If you Google the definition of a sales leader, you will find so many scholarly articles, books, and other pieces of advice. But it all came together to me the other day.
I was speaking with a vice president of sales at a software company. It was Friday morning and he had a meeting with the CEO of the company at 8 AM. He allowed me to listen into the phone conversation.
One of the most important things that struck me was that he was able to dive into the details of every individual prospect in the pipeline as if he was in charge of that sale. In fact, these were not his direct prospects. He had a team of 5 individuals reporting to him.
At the end of the call I asked him how does he collect the sales pipeline data and prepare a report for the CEO?
He told me that he did not have to “collect” the data. The data was in the CRM and his brain all the time, as if these were his own prospects. He was able to do this because he works intimately and closely with every salesperson at every step of the sales process coach them, guide them, and monitor the CRM system for activities.
I have seen so many sales leaders where they scramble on a Thursday evening shooting out an email to his sales staff asking for the status of their pipeline and emphasizing which ones are hot, which ones can they close this week or this month. They would not be in a position to give any granular detail about these prospects. Just ask them when was the last time they spoke with each salesperson, how many times in a week, and what was the nature of the conversation.

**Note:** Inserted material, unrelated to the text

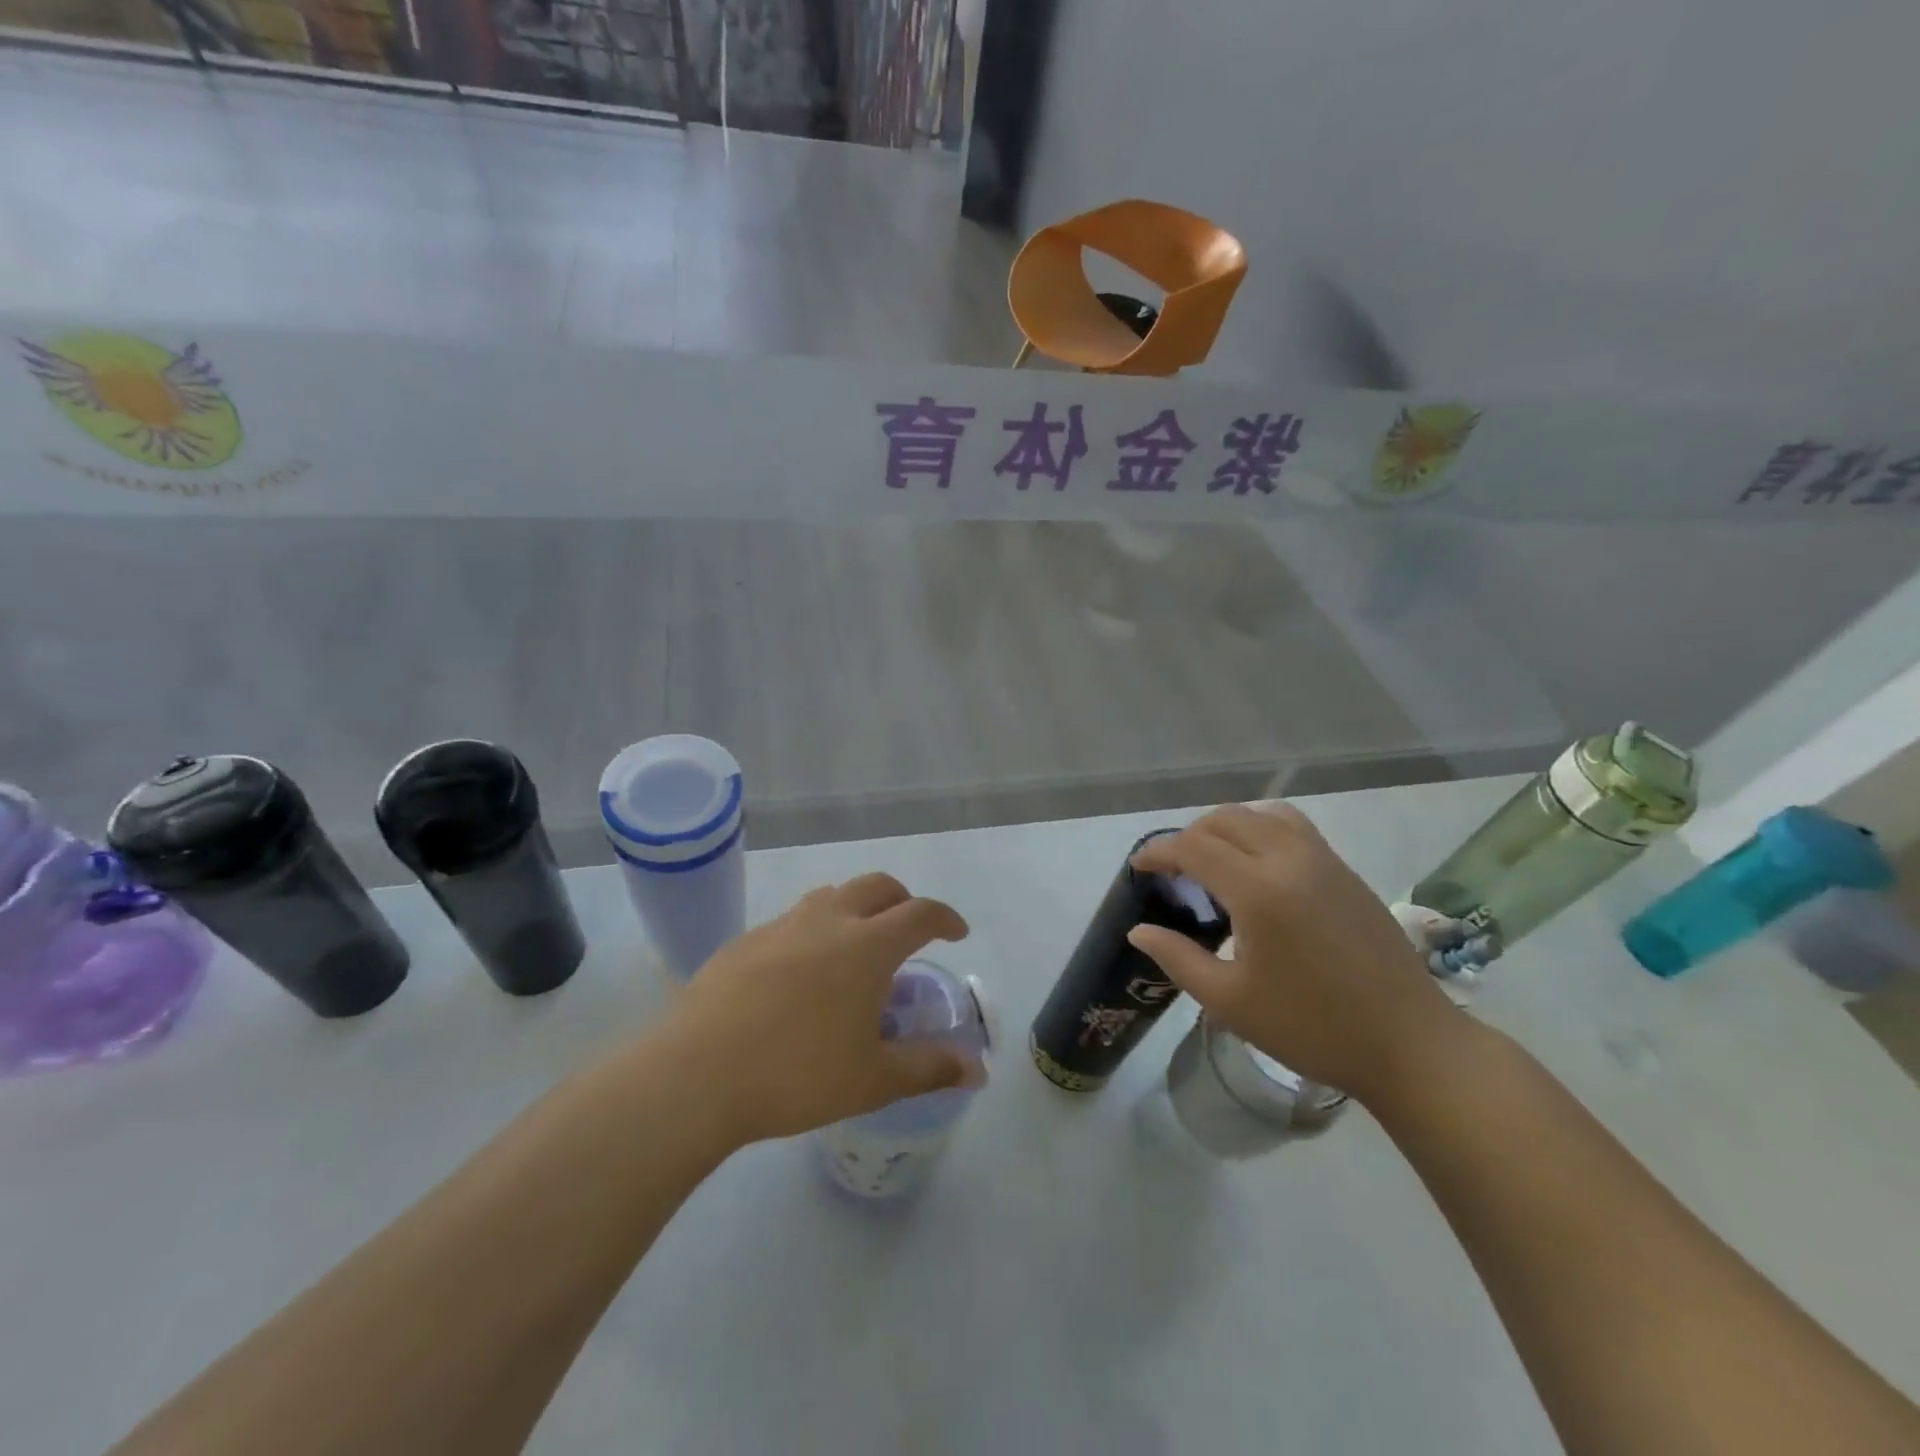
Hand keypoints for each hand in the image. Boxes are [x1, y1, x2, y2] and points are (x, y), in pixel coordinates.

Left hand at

So what is the difference between these two individuals? The first one is a true sales leader in my opinion because he leads the team in the true sense. The 2nd individual is a manager. The title might say vice president, but he is simply managing the process, collecting data and reporting it. He is just a statistician. Statistics do not always give insights.
So there you have it: definition of a sales leader.
Are you the owner or CEO of your company? You know what to do now.